SOURCE: Soisson S, et al. J Natl Cancer Inst. 2018 May 8. doi: 10.1093/jnci/djy070.
Endometrial cancer survivors are at increased long-term risk for a number of adverse cardiovascular outcomes, results of a large, population-based study suggest.
Even after adjustment for potentially confounding factors, the cohort of 2,648 endometrial cancer survivors in this retrospective study had a “high burden” of cardiovascular events compared with 10,503 age-matched women, according to the investigators.
That finding highlights a need for increased monitoring and risk management for cardiovascular disease in endometrial cancer survivors, potentially for up to 10 years, according to Sean Soisson, a PhD student in the division of public health at the University of Utah, Salt Lake City, and his coinvestigators.
The study, published in the Journal of the National Cancer Institute, is not the first to find associations between endometrial cancer and long-term cardiovascular outcomes. However, many of the previous studies had small sample sizes, relied on patient-reported outcomes, or lacked a comparison group, according to investigators.
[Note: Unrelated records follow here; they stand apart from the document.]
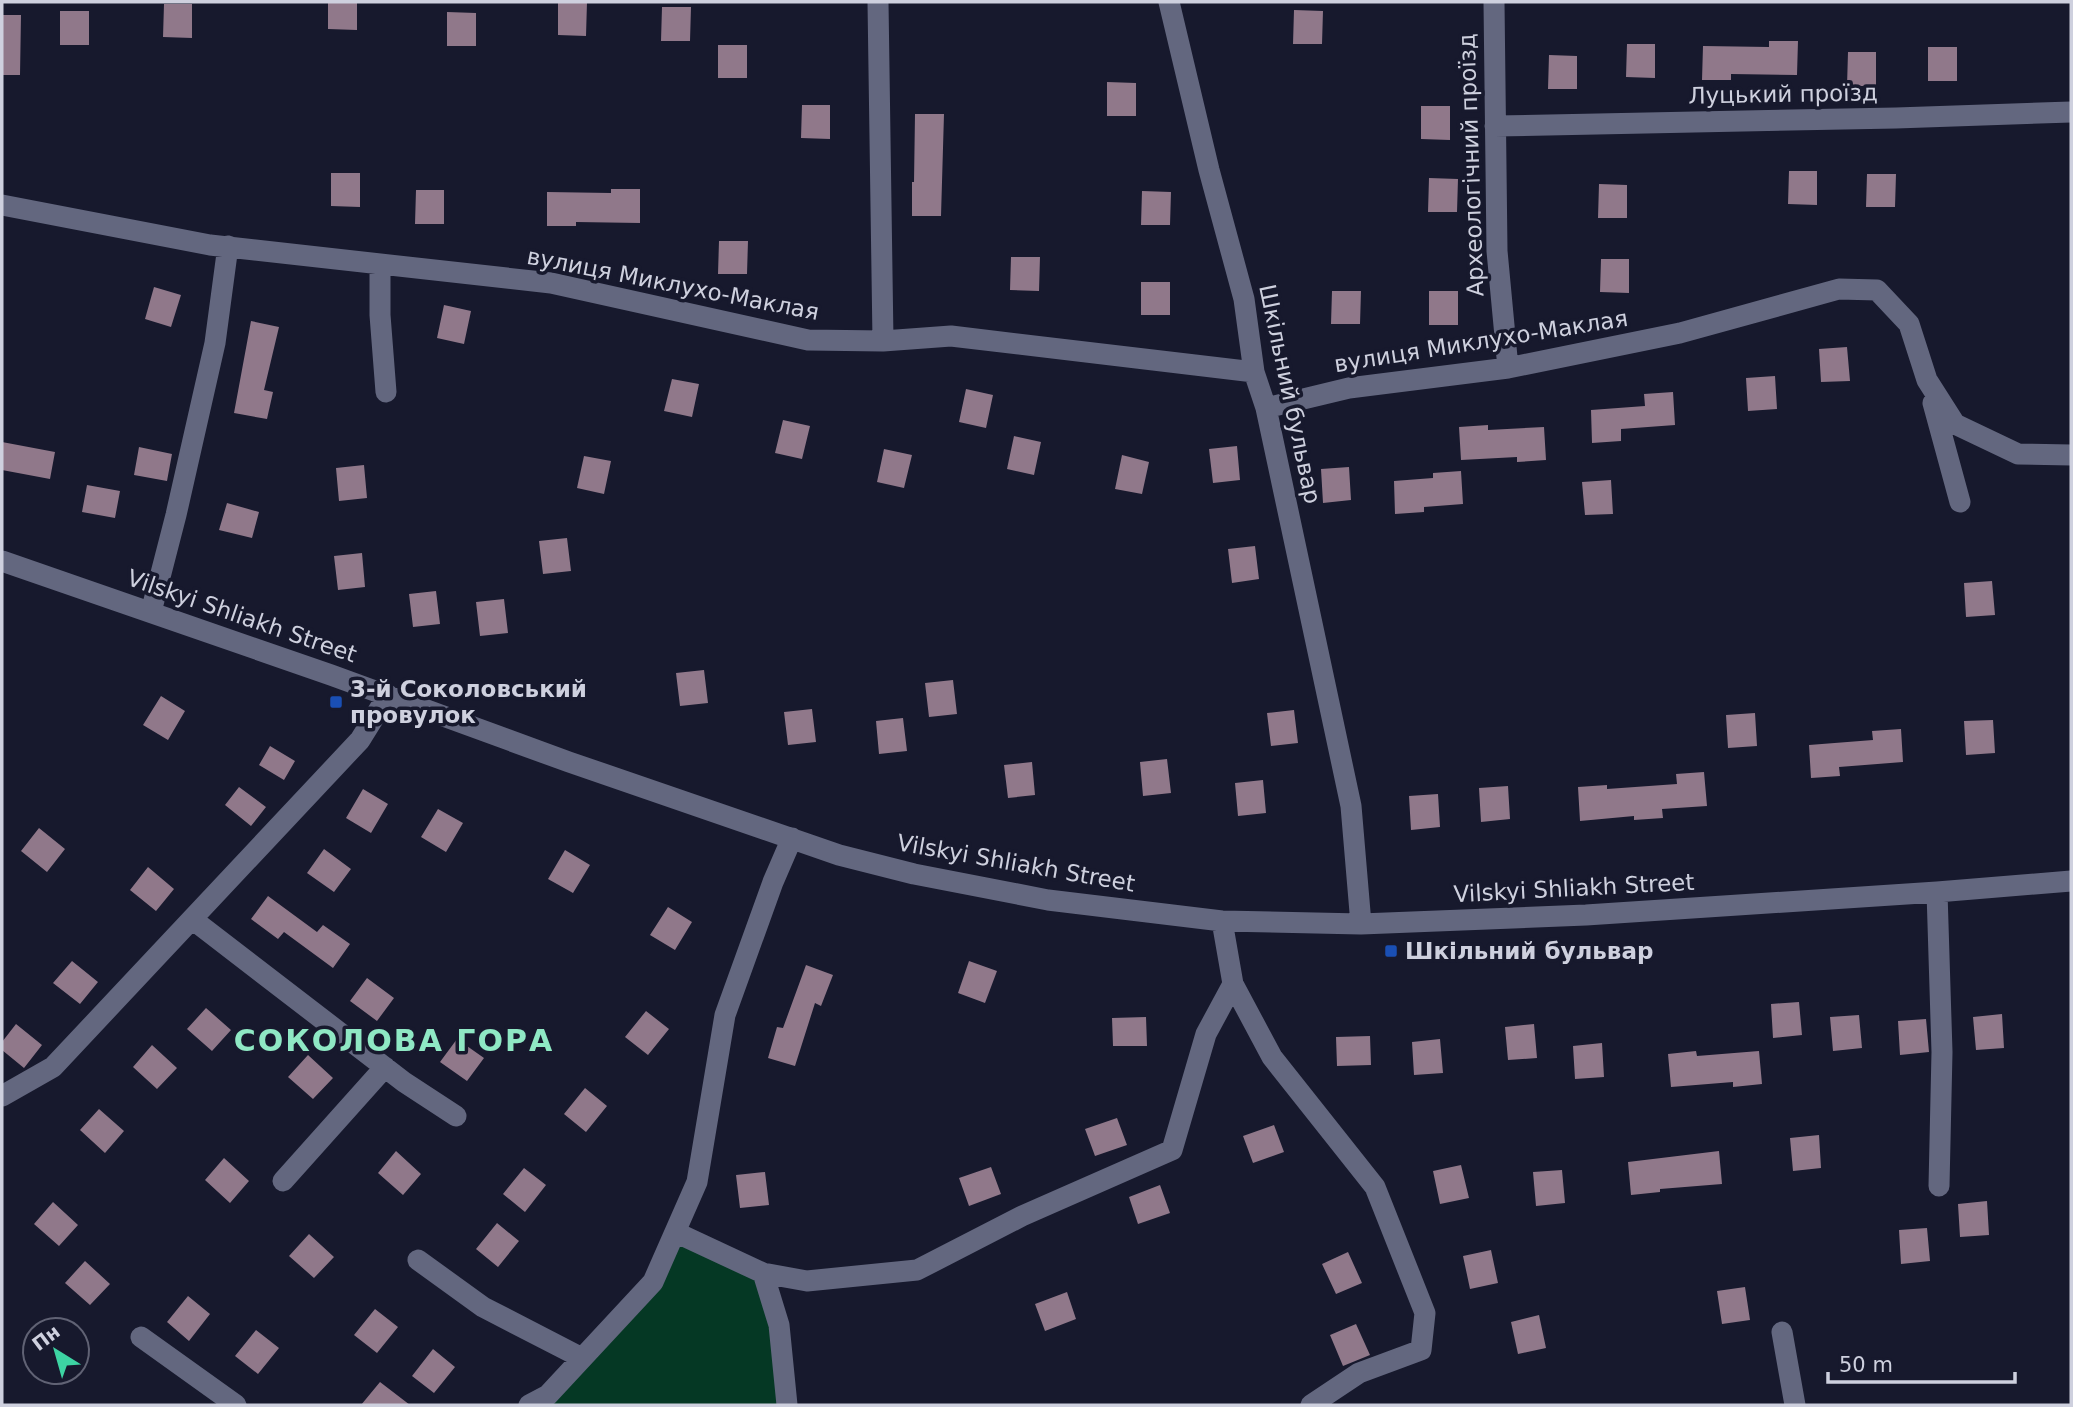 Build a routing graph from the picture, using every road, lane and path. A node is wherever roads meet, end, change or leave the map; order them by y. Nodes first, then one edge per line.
1 (878, 2) edge
2 (1169, 2) edge
3 (1494, 2) edge
4 (2071, 112) edge
5 (1495, 125) junction
6 (2, 205) edge
7 (228, 246) junction
8 (380, 264) junction
9 (883, 341) junction
10 (1508, 368) junction
11 (1254, 372) junction
12 (1927, 380) junction
13 (386, 392) dead end
14 (1266, 408) junction
15 (2071, 455) edge
16 (1960, 502) dead end
17 (2, 561) edge
18 (151, 612) junction
19 (388, 695) junction
20 (792, 838) junction
21 (2071, 881) edge
22 (1937, 892) junction
23 (192, 919) junction
24 (1222, 921) junction
25 (1361, 924) junction
26 (1233, 984) junction
27 (385, 1067) junction
28 (3, 1094) edge
29 (456, 1116) dead end
30 (283, 1181) dead end
31 (1939, 1186) dead end
32 (675, 1231) junction
33 (418, 1260) dead end
34 (763, 1273) junction
35 (1782, 1332) dead end
36 (141, 1337) dead end
37 (582, 1358) junction
38 (236, 1405) edge
39 (529, 1405) edge
40 (787, 1405) edge
41 (1311, 1405) edge
42 (1795, 1405) edge

1 - 9 street
2 - 11 street, Шкільний бульвар
3 - 5 street, Археологічний проїзд
4 - 5 street, Луцький проїзд
5 - 10 street, Археологічний проїзд
6 - 7 street, вулиця Миклухо-Маклая
7 - 8 street, вулиця Миклухо-Маклая
7 - 18 street
8 - 9 street, вулиця Миклухо-Маклая
8 - 13 street
9 - 11 street, вулиця Миклухо-Маклая
10 - 12 street, вулиця Миклухо-Маклая
10 - 14 street, вулиця Миклухо-Маклая
11 - 14 street, Шкільний бульвар
12 - 15 street, вулиця Миклухо-Маклая
12 - 16 street
14 - 25 street, Шкільний бульвар
17 - 18 street, Vilskyi Shliakh Street
18 - 19 street, Vilskyi Shliakh Street
19 - 20 street, Vilskyi Shliakh Street
19 - 23 street
20 - 24 street, Vilskyi Shliakh Street
20 - 32 street
21 - 22 street, Vilskyi Shliakh Street
22 - 25 street, Vilskyi Shliakh Street
22 - 31 street
23 - 27 street
23 - 28 street
24 - 25 street, Vilskyi Shliakh Street
24 - 26 street
26 - 34 street
26 - 41 street
27 - 29 street
27 - 30 street
32 - 34 street
32 - 37 street
33 - 37 street
34 - 40 street
35 - 42 street
36 - 38 street
37 - 39 street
The study was based on data from the Surveillance, Epidemiology, and End Results (SEER) Utah Cancer Registry for women diagnosed between 1997 and 2012 with an invasive first primary endometrial cancer. The investigators identified cardiovascular disease diagnoses in those patients based on review of electronic medical records and ambulatory surgery and inpatient data.
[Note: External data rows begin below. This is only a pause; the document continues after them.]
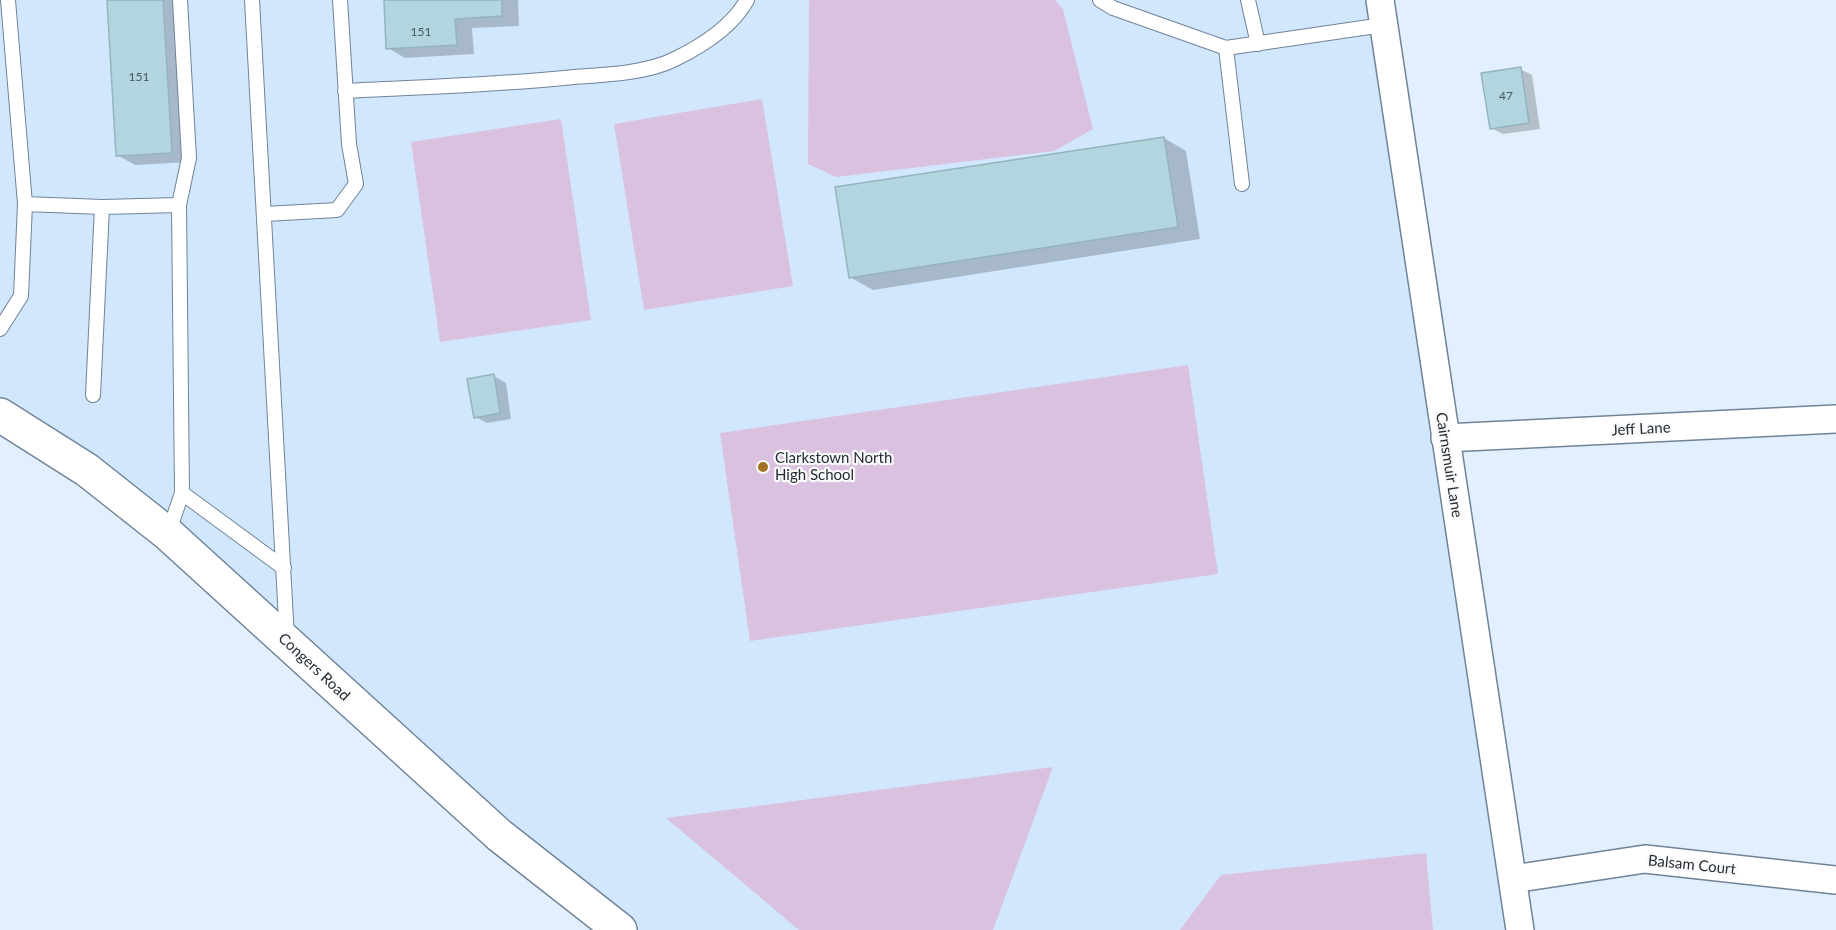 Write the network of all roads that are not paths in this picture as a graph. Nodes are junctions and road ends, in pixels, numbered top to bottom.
1 (8, 0) edge
2 (180, 0) edge
3 (252, 0) edge
4 (340, 0) edge
5 (747, 0) edge
6 (1100, 0) edge
7 (1248, 0) edge
8 (1382, 12) edge
9 (1258, 44) junction
10 (1226, 48) junction
11 (345, 91) junction
12 (1242, 184) dead end
13 (25, 204) junction
14 (179, 205) junction
15 (102, 207) junction
16 (265, 214) junction
17 (0, 329) edge
18 (93, 394) dead end
19 (0, 415) edge
20 (1836, 419) edge
21 (1445, 438) junction
22 (182, 493) junction
23 (168, 534) junction
24 (284, 568) junction
25 (288, 643) junction
26 (1514, 879) junction
27 (1836, 880) edge
28 (620, 930) edge
29 (1520, 930) edge

1 - 13 lane
2 - 14 lane
3 - 16 lane
4 - 11 lane
5 - 11 lane
6 - 10 lane
7 - 9 lane
8 - 9 lane
8 - 21 street, Cairnsmuir Lane
9 - 10 lane
10 - 12 lane
11 - 16 lane
13 - 15 lane
13 - 17 lane
14 - 15 lane
14 - 22 lane
15 - 18 lane
16 - 24 lane
19 - 23 street, Congers Road
20 - 21 street, Jeff Lane
21 - 26 street, Cairnsmuir Lane
22 - 23 lane
22 - 24 lane
23 - 25 street, Congers Road
24 - 25 lane
25 - 28 street, Congers Road
26 - 27 street, Balsam Court
26 - 29 street, Cairnsmuir Lane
Endometrial cancer survivors had elevated risks for hypertension, heart disease, and blood vessel diseases at 1-5 years after diagnosis, and for some diseases, the risk persisted at 5-10 years after diagnosis, the investigators found.
Survivors were about 50% more likely to be diagnosed with cardiac dysrhythmias compared with the general population both at 1-5 years (hazard ratio, 1.55; 99% confidence interval, 1.23-1.97) and 5-10 years (HR, 1.41; 99% CI, 1.06-1.88) after diagnosis, according to reported data.
There was a twofold increase in risk of phlebitis, thrombophlebitis, and thromboembolism for survivors (HR, 2.07, 99% CI, 1.57-2.72), and risk remained elevated in the 5- to 10-year time frame (HR, 1.53; 99% CI, 1.08-2.17), data show.
Similar increases in risk were reported for other cardiovascular diseases at 1-5 years, and in some cases also at 5-10 years. Cerebrovascular disease was the only major category where no increased risk was found among endometrial cancer survivors, the investigators said.
Type of cancer treatment also may have influenced risk. Among patients who had endometrial cancer, radiation therapy and chemotherapy both increased risk for cardiovascular disorders versus surgery. Advanced age and obesity may have increased risk, the investigators added.
“Studies that examine risk for long-term cardiovascular outcomes among endometrial cancer survivors are becoming increasingly more critical because of the high overall survival rate among individuals diagnosed with endometrial cancer, the large number of endometrial cancer survivors, the projected increase in the number of endometrial cancer diagnoses, the introduction of more complex therapies, and the high mortality due to cardiovascular disease among endometrial cancer survivors,” the authors wrote.
The National Cancer Institute and other organizations supported the study. The authors had no conflicts of interest to disclose.
SOURCE: Soisson S, et al. J Natl Cancer Inst. 2018 May 8. doi: 10.1093/jnci/djy070.
FROM THE JOURNAL OF THE NATIONAL CANCER INSTITUTE
Key clinical point: Endometrial cancer survivors may require increased monitoring for cardiovascular disease up to 10 years after diagnosis.
Major finding: Survivors were at increased risk of phlebitis, thrombophlebitis, and thromboembolism (HR, 2.07), cardiac dysrhythmias (HR, 1.55), and other cardiovascular diseases at 1-5 years after diagnosis, with some risks persisting in the 5- to 10-year evaluation time frame.
Study details: A retrospective, population-based cohort study of 2,648 endometrial cancer survivors diagnosed between 1997 and 2012 and 10,503 age-matched controls.
Disclosures: The National Cancer Institute and other organizations supported the study. The authors had no conflicts of interest to disclose.